CNBC reports that U.S. District Judge Alison Nathan on Thursday told the parties they have one week to convince her the settlement they reached is “fair and reasonable, with the additional requirement that the public interest not be disserved.” She added that the court needs to make a “minimal determination of whether the agreement is appropriate” before it is approved by the court.

Is that unusual? Yes and no. Once the SEC filed suit against Musk at the end of September, the case was assigned to Judge Nathan. Every judge in every court has the authority and the duty to review every settlement agreement to make certain it serves the interests of justice. Usually, that is just a formality, but not always.

Jay Hulings, a former federal prosecutor, tells CNBC, “It’s odd, given the nature of this settlement. If there is a class action, it’s common. But just for an SEC enforcement action, particularly with a big fine, it’s unusual,” he said. Charles Elson, director of the Weinberg Center for Corporate Governance at the University of Delaware, disagrees. “The court is perfectly within its jurisdiction to throw a settlement out,” he said.

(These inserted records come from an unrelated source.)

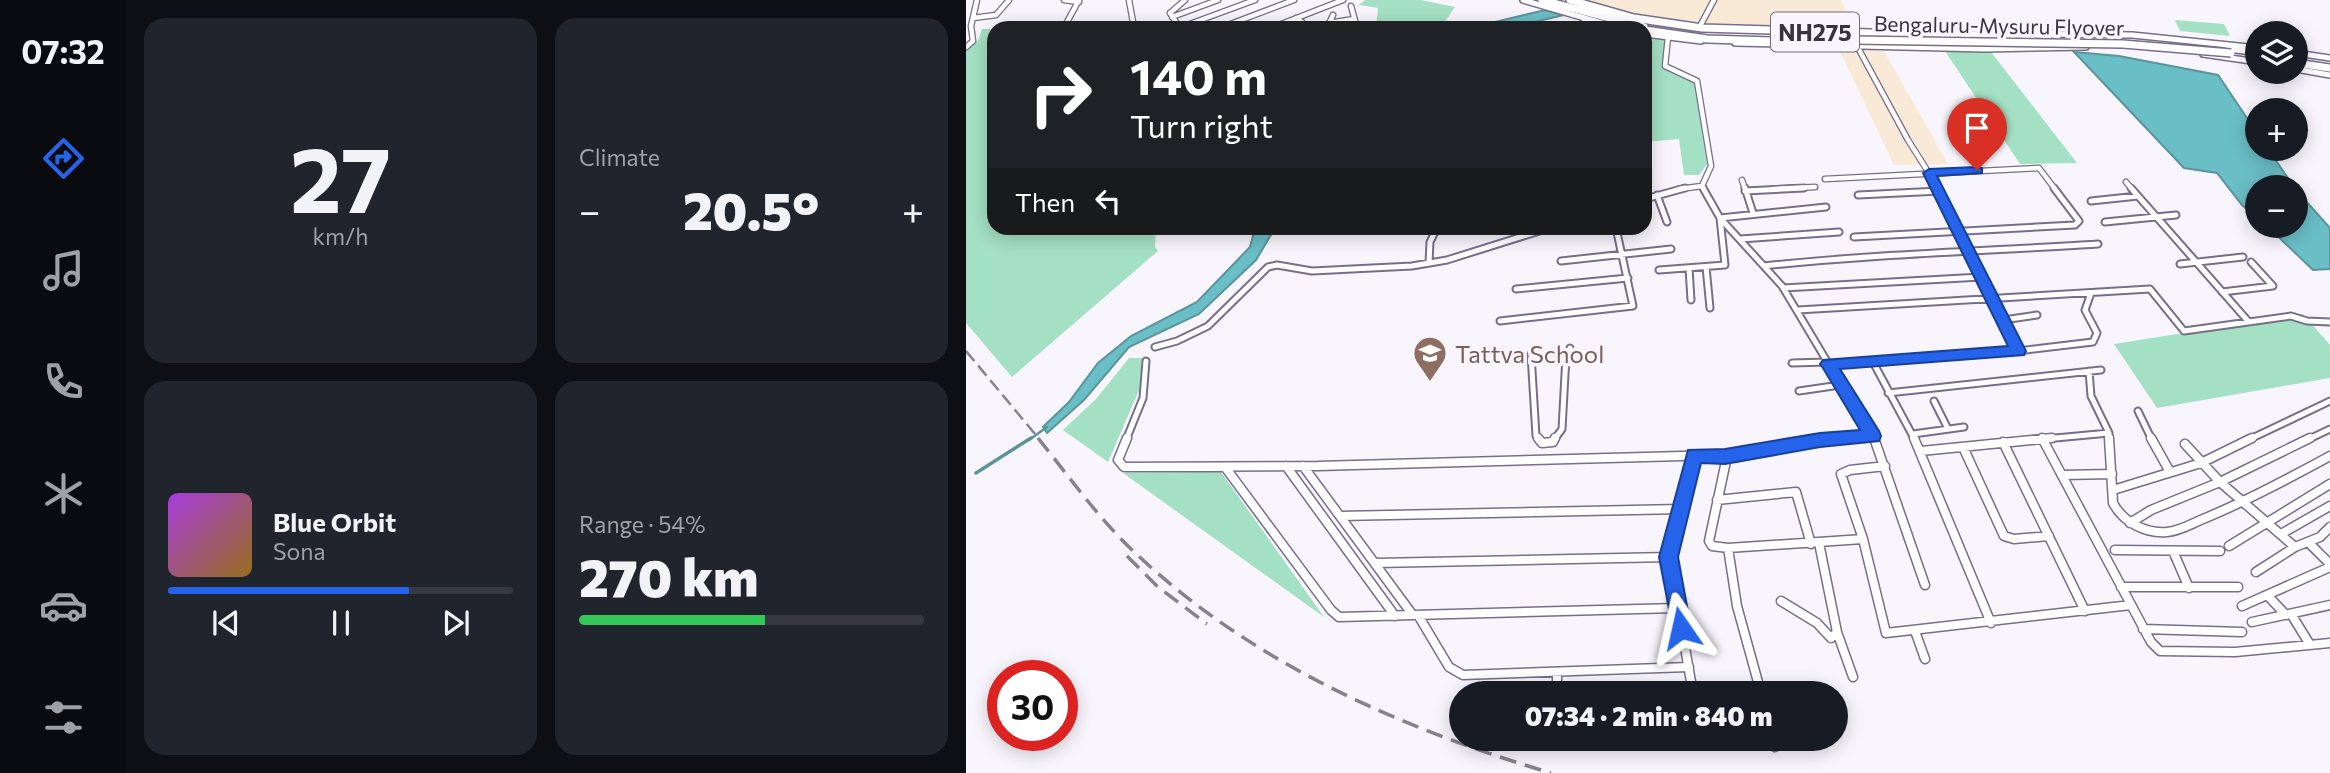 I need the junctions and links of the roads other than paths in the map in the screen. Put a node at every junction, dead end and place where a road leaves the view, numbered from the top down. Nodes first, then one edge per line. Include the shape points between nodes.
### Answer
1 (979, 0) edge
2 (1009, 0) edge
3 (1064, 0) edge
4 (1129, 0) edge
5 (1185, 0) edge
6 (1219, 0) edge
7 (1255, 0) edge
8 (1294, 0) edge
9 (1343, 0) edge
10 (1523, 0) edge
11 (1532, 0) edge
12 (1542, 0) edge
13 (1714, 0) edge
14 (1079, 1) edge
15 (1335, 1) edge
16 (1577, 1) edge
17 (1351, 5) dead end
18 (1560, 8) edge
19 (1333, 15) dead end
20 (1172, 17) junction
21 (973, 18) junction
22 (1354, 19) joint
23 (1298, 20) joint
24 (1586, 20) joint
25 (1068, 21) edge
26 (1133, 21) edge
27 (1175, 21) edge
28 (1199, 21) edge
29 (1238, 21) edge
30 (1282, 21) edge
31 (1295, 21) edge
32 (1330, 21) edge
33 (1345, 21) edge
34 (1590, 21) edge
35 (1608, 21) edge
36 (1616, 21) edge
37 (1699, 27) junction
38 (1652, 28) edge
39 (1652, 33) edge
40 (1652, 34) edge
41 (2055, 34) joint
42 (1668, 37) junction
43 (2198, 41) junction
44 (1857, 46) junction
45 (966, 47) edge
46 (2050, 47) junction
47 (2245, 52) edge
48 (2245, 53) edge
49 (2206, 54) junction
50 (2245, 55) edge
51 (2308, 57) edge
52 (2330, 61) edge
53 (2308, 65) edge
54 (2330, 68) edge
55 (2308, 71) edge
56 (2330, 75) edge
57 (1929, 173) junction
58 (1825, 179) dead end
59 (1742, 180) dead end
60 (2126, 182) dead end
61 (1702, 186) junction
62 (1815, 187) dead end
63 (1745, 191) junction
64 (1940, 191) junction
65 (1657, 195) junction
66 (1858, 195) dead end
67 (2138, 196) junction
68 (1652, 197) edge
69 (2091, 201) dead end
70 (1826, 207) dead end
71 (1753, 213) junction
72 (2176, 215) dead end
73 (2157, 217) junction
74 (1720, 218) junction
75 (1668, 222) dead end
76 (2105, 222) dead end
77 (1839, 232) dead end
78 (1958, 232) junction
79 (1434, 235) edge
80 (1527, 235) edge
81 (1618, 235) edge
82 (1854, 237) dead end
83 (1740, 239) junction
84 (2098, 244) dead end
85 (1671, 249) dead end
86 (1969, 252) junction
87 (1623, 254) junction
88 (2243, 257) dead end
89 (1561, 261) dead end
90 (2196, 262) junction
91 (2251, 262) dead end
92 (1429, 263) junction
93 (2180, 264) dead end
94 (1764, 266) junction
95 (1706, 267) junction
96 (1689, 268) junction
97 (1658, 270) dead end
98 (1981, 277) junction
99 (1628, 278) junction
100 (1783, 288) junction
101 (1517, 289) dead end
102 (2222, 292) junction
103 (2091, 293) junction
104 (1992, 299) junction
105 (1691, 300) dead end
106 (1710, 308) dead end
107 (1798, 310) junction
108 (2037, 315) dead end
109 (1500, 320) dead end
110 (2003, 320) junction
111 (2248, 321) junction
112 (2330, 322) edge
113 (1154, 347) dead end
114 (1570, 348) dead end
115 (2018, 351) junction
116 (1531, 354) dead end
117 (1146, 361) dead end
118 (1873, 362) junction
119 (1792, 363) dead end
120 (1827, 363) junction
121 (2101, 370) dead end
122 (2089, 371) junction
123 (1840, 385) junction
124 (1799, 391) dead end
125 (1888, 393) junction
126 (1934, 401) dead end
127 (2330, 401) edge
128 (2138, 411) dead end
129 (1964, 427) dead end
130 (1948, 429) junction
131 (2330, 429) edge
132 (2109, 433) junction
133 (1913, 434) junction
134 (1873, 436) junction
135 (2042, 438) junction
136 (2003, 442) junction
137 (2185, 444) dead end
138 (1963, 447) junction
139 (1921, 451) junction
140 (1694, 456) junction
141 (2330, 456) edge
142 (1725, 457) junction
143 (2201, 463) junction
144 (1286, 466) junction
145 (1303, 466) junction
146 (1885, 466) junction
147 (1226, 467) junction
148 (2170, 472) junction
149 (2112, 474) junction
150 (2063, 475) junction
151 (2220, 482) junction
152 (2330, 484) edge
153 (2113, 490) junction
154 (1717, 500) junction
155 (2245, 503) junction
156 (2330, 506) edge
157 (1681, 509) junction
158 (1340, 516) junction
159 (2130, 523) junction
160 (2269, 523) junction
161 (2328, 533) edge
162 (2281, 534) junction
163 (2049, 536) junction
164 (1863, 539) junction
165 (1815, 543) junction
166 (2309, 543) junction
167 (2229, 546) dead end
168 (2295, 547) junction
169 (1728, 548) junction
170 (2115, 550) dead end
171 (2173, 551) junction
172 (2220, 551) dead end
173 (1668, 557) junction
174 (1376, 563) junction
175 (2330, 566) edge
176 (2256, 572) dead end
177 (1925, 585) dead end
178 (2122, 587) junction
179 (2238, 587) dead end
180 (2189, 588) junction
181 (2267, 595) junction
182 (1781, 601) dead end
183 (2131, 606) junction
184 (2242, 606) dead end
185 (2330, 606) edge
186 (1677, 608) junction
187 (2085, 611) junction
188 (2288, 614) junction
189 (1415, 615) junction
190 (1395, 616) junction
191 (2252, 622) dead end
192 (1991, 624) junction
193 (2143, 628) junction
194 (1915, 631) junction
195 (1837, 632) junction
196 (2242, 632) dead end
197 (2309, 643) junction
198 (2330, 643) edge
199 (1925, 659) dead end
200 (1689, 667) junction
201 (1557, 672) junction
202 (1853, 677) dead end
203 (1557, 681) edge
204 (1691, 681) edge
205 (1757, 681) edge

1 - 21 street
2 - 21 street via 996,15
3 - 14 street
4 - 26 street
5 - 20 street via 1170,13
6 - 20 street
7 - 28 street
8 - 29 street
9 - 15 street
10 - 18 street, NH275
11 - 18 highway, NH275
12 - 18 highway, NH275
13 - 37 street
14 - 25 street
15 - 23 street
15 - 30 street
16 - 37 highway, NH275 via 1634,18
17 - 22 street
18 - 24 street, NH275
18 - 35 highway, NH275
18 - 36 highway, Bengaluru-Mysuru Flyover / NH275, bridge
19 - 32 street
20 - 27 street
21 - 45 street via 973,41
22 - 33 street
23 - 31 street
24 - 34 street, NH275
37 - 41 highway, NH275
38 - 48 highway, Bengaluru-Mysuru Flyover / NH275, bridge via 1721,37 2123,44
39 - 46 highway, NH275 via 1738,41
40 - 42 street, NH275
41 - 43 street, NH275
42 - 44 street, NH275
42 - 61 street via 1665,66 1697,81 1711,166
43 - 47 street, NH275
43 - 49 street
44 - 46 street, NH275
44 - 57 street
46 - 49 street, NH275
49 - 50 street, NH275
51 - 52 highway
53 - 54 highway
55 - 56 street
57 - 58 street
57 - 64 street
57 - 78 street via 2039,169 2079,220 2075,225
59 - 63 street
60 - 67 street
61 - 65 street
61 - 74 street
62 - 63 street
63 - 71 street
64 - 66 street
64 - 78 street
65 - 68 street
65 - 75 street
67 - 69 street
67 - 73 street
70 - 71 street
71 - 74 street
72 - 73 street
73 - 76 street
73 - 90 street
74 - 83 street
74 - 95 street via 1725,265
77 - 83 street
78 - 82 street
78 - 86 street
79 - 92 street
80 - 92 street
81 - 87 street
83 - 94 street
84 - 86 street
85 - 87 street
86 - 94 street
86 - 98 street
87 - 89 street
87 - 99 street
88 - 90 street
90 - 93 street
90 - 102 street
91 - 102 street via 2273,286
92 - 113 street via 1312,271 1268,267 1208,326
94 - 100 street
95 - 96 street
95 - 106 street
96 - 97 street
96 - 105 street
98 - 100 street
98 - 104 street
99 - 101 street
99 - 109 street via 1634,304 1629,308
100 - 107 street
102 - 111 street
103 - 104 street
103 - 111 street via 2150,289 2184,331
103 - 115 street via 2085,310 2098,332 2093,342
104 - 107 street
104 - 110 street
107 - 120 street
108 - 110 street
110 - 115 street
111 - 112 street via 2291,316
114 - 116 street via 1562,429 1553,442 1542,443 1536,436
115 - 118 street
117 - 147 street via 1146,393 1119,456 1120,464 1132,468
118 - 120 street
118 - 125 street
119 - 120 street
120 - 123 street
121 - 122 street
122 - 125 street
122 - 132 street via 2091,396
123 - 124 street
123 - 134 street
125 - 133 street
126 - 130 street
127 - 143 street
128 - 148 street
129 - 130 street
130 - 133 street
131 - 151 street
132 - 135 street
132 - 149 street
133 - 139 street
134 - 142 street
134 - 146 street
135 - 136 street
135 - 150 street
136 - 138 street
136 - 163 street
137 - 143 street
138 - 139 street
138 - 163 street via 2004,536
139 - 192 street
140 - 142 street
140 - 145 street
140 - 157 street
141 - 155 street
142 - 154 street
143 - 148 street
143 - 151 street
144 - 145 street
144 - 147 street
144 - 190 street
145 - 158 street
146 - 164 street via 1842,474
146 - 177 street
147 - 190 street via 1335,614 1349,618
148 - 153 street
149 - 150 street
149 - 153 street
150 - 178 street
151 - 155 street
151 - 159 street
152 - 160 street
153 - 159 street via 2115,509
154 - 165 street via 1796,492
154 - 169 street via 1709,543
155 - 159 street via 2165,533
155 - 160 street
156 - 162 street
157 - 158 street
157 - 173 street
158 - 174 street
160 - 162 street
160 - 167 street
161 - 166 street
162 - 168 street
163 - 187 street
164 - 165 street
164 - 194 street via 1886,634
165 - 169 street
165 - 195 street
166 - 168 street
166 - 175 street
168 - 176 street
169 - 205 street
170 - 171 street
171 - 172 street
171 - 180 street
173 - 174 street
173 - 186 street
174 - 189 street
175 - 181 street
178 - 180 street
178 - 183 street
179 - 180 street
181 - 184 street
181 - 188 street
182 - 195 street via 1831,638
183 - 187 street
183 - 193 street
185 - 188 street
186 - 189 street
186 - 200 street
187 - 192 street
188 - 191 street
188 - 197 street
189 - 190 street
189 - 201 street via 1455,672
192 - 194 street
193 - 196 street
193 - 197 street via 2164,653 2235,652
194 - 199 street
195 - 202 street
197 - 198 street
200 - 201 street
200 - 204 street
201 - 203 street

Elson notes that courts in the past have rejected settlements with the SEC when the judge in charge of a case believed the agency was too lenient on the defendant. He thinks that might be the case here. “I am a little disappointed they didn’t require him to leave the board,” he said. “I understand the argument for not replacing him as CEO, but I certainly don’t think he should be overseeing himself.”

On the other hand, some have postulated that the judge might consider the punishment harsh — depending on her reading of the underlying tweets.

What happens if Judge Nathan refuses to approve the settlement? The court can stipulate what sanctions would satisfy the court. Under the terms of the agreement as presently written, Elon Musk has agreed to step aside from his role as chairman of the Tesla board of directors for a term of three years but retain his seat on the board and his role as CEO. Judge Nathan could decide that he should leave the board altogether. If that happens, expect another round of share price turmoil.

Elon is apparently none too happy with the deal he made anyway. He took to Twitter yesterday to fire a shot across the bow of the SEC, suggesting it ought to change its name to the “Shortseller Enrichment Commission.” How that will affect Judge Nathan’s decision is anyone’s guess.

Today, he went into more detail about his problems with short selling, a practice that is illegal in several countries.

All of which highlights precisely why Elon Musk considered taking Tesla private in the first place. Privately held corporations don’t need to be concerned about having an independent board of directors or whether the needs of investors are being properly taken into account when deciding how to operate the business. If Tesla were a private corporation, all the hoopla generated by short sellers would go away and the company would be free to concentrate on its core mission — ridding the world of the scourge of fossil fuels.

If the court decides the SEC went too easy on Musk and Tesla, don’t be surprised if the idea of taking Tesla private gets revisited.

At the moment, though, Elon seems to concede that Twitter is a dangerous place to play.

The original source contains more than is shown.